You might find that renting from a DVC owner is more than an exchange, especially for the larger units, and the weekends.


----------



## PortableTech (Apr 6, 2009)

Well, the trip we are looking to take is in November for me and my sons birthdays (1 Day apart) as such as are looking for a 3 night stay.  Based on the fact that HGVC does not even let me get less than a week of DVC in trade, and even if they did, I would have to pay the $100 or so exchange fee for nights, and then the $95 exchange fee to DVC, we are already $200 in cost before we even talk about the trade of my HGVC points.  It seems that people are renting HGVC points around $10/point in some places, and I have seen mentioned that it can go as low as $7/point it seems renting or working a deal for some HGVC points is a much better way to go unless I am missing something.

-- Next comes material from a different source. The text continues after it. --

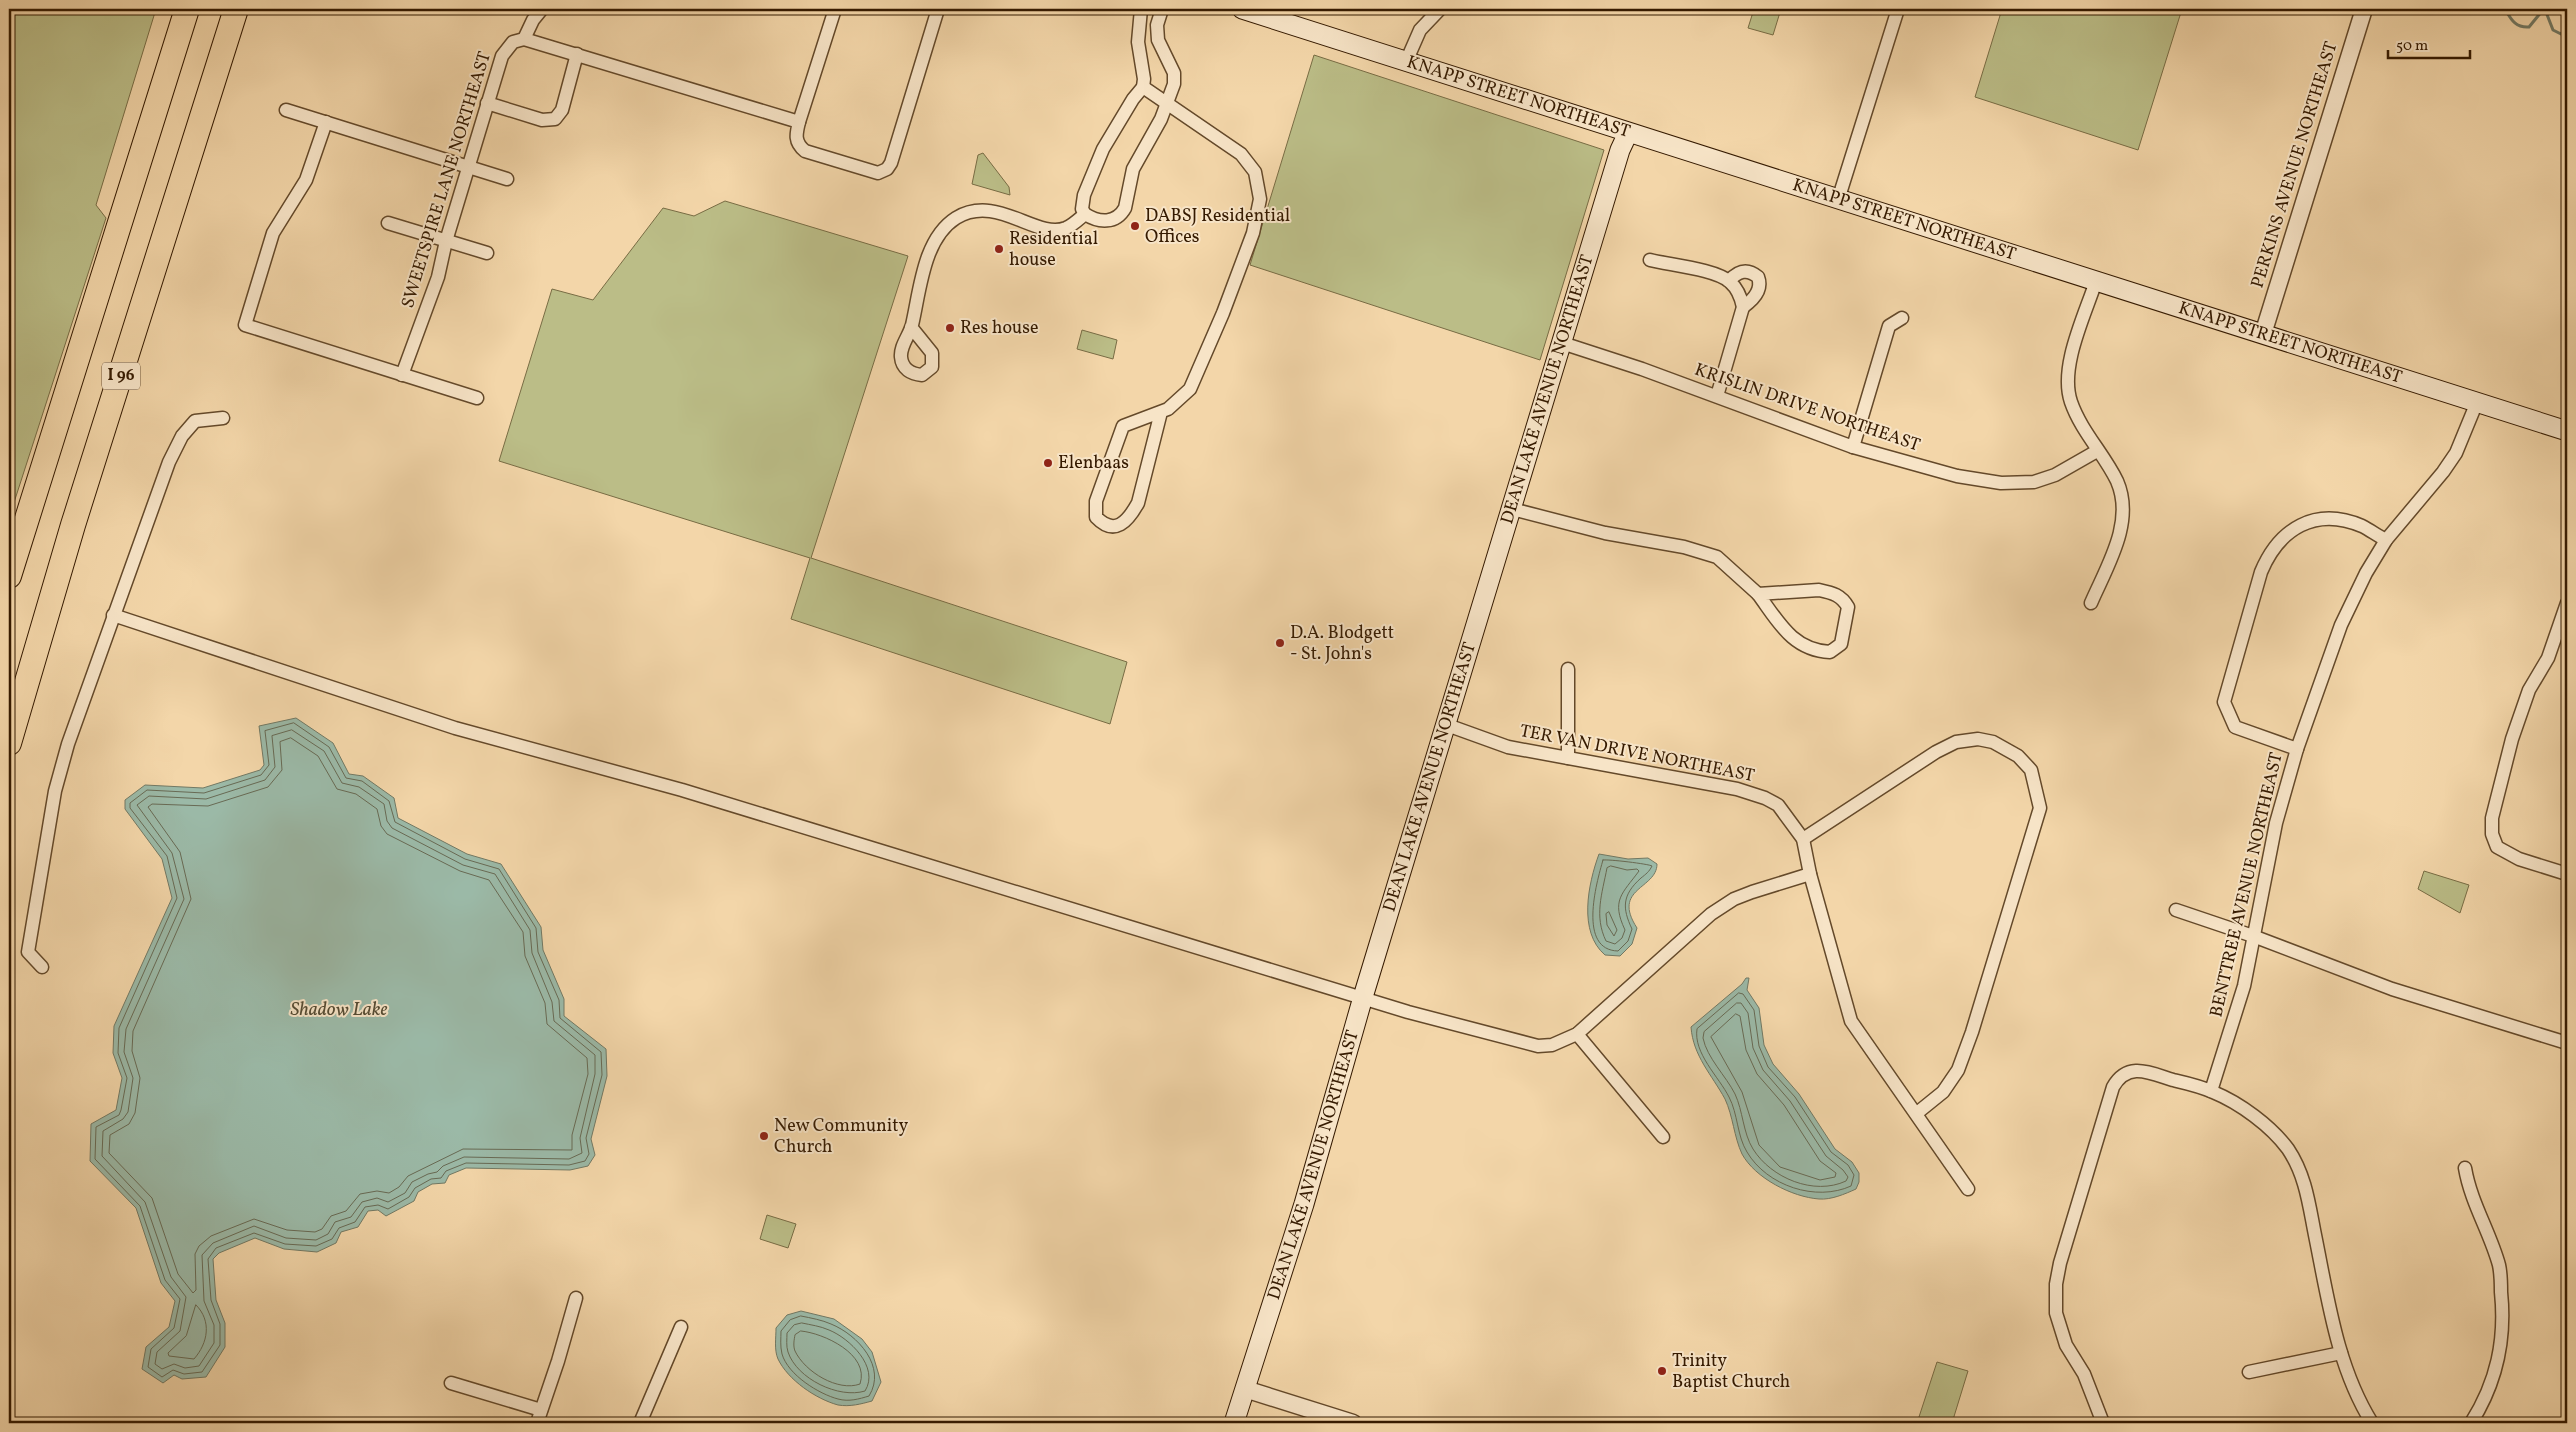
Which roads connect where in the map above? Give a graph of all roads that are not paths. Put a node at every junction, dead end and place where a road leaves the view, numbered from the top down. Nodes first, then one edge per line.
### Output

Does DVC charge the owner a reservation fee?

Doug


----------



## rickandcindy23 (Apr 6, 2009)

Most DVC owners charge $12-14 per point.  They don't have to pay a reservation fee, though.


----------



## JonathanIT (Apr 7, 2009)

Doug said:


> Well, the trip we are looking to take is in November for me and my sons birthdays (1 Day apart) as such as are looking for a 3 night stay.  Based on the fact that HGVC does not even let me get less than a week of DVC in trade, and even if they did, I would have to pay the $100 or so exchange fee for nights, and then the $95 exchange fee to DVC, we are already $200 in cost before we even talk about the trade of my HGVC points.


The cost to reserve or search with RCI through HGVC is $164 upfront.  The $95 DVC fee is due to the resort when you check-in.  So direct through HGVC, the out of pocket cash price is $259 + points.  But the point rate (1BR=3,400/wk, 2BR=4,800/wk) is very generous, IMO, considering the cost to rent DVC from Disney.  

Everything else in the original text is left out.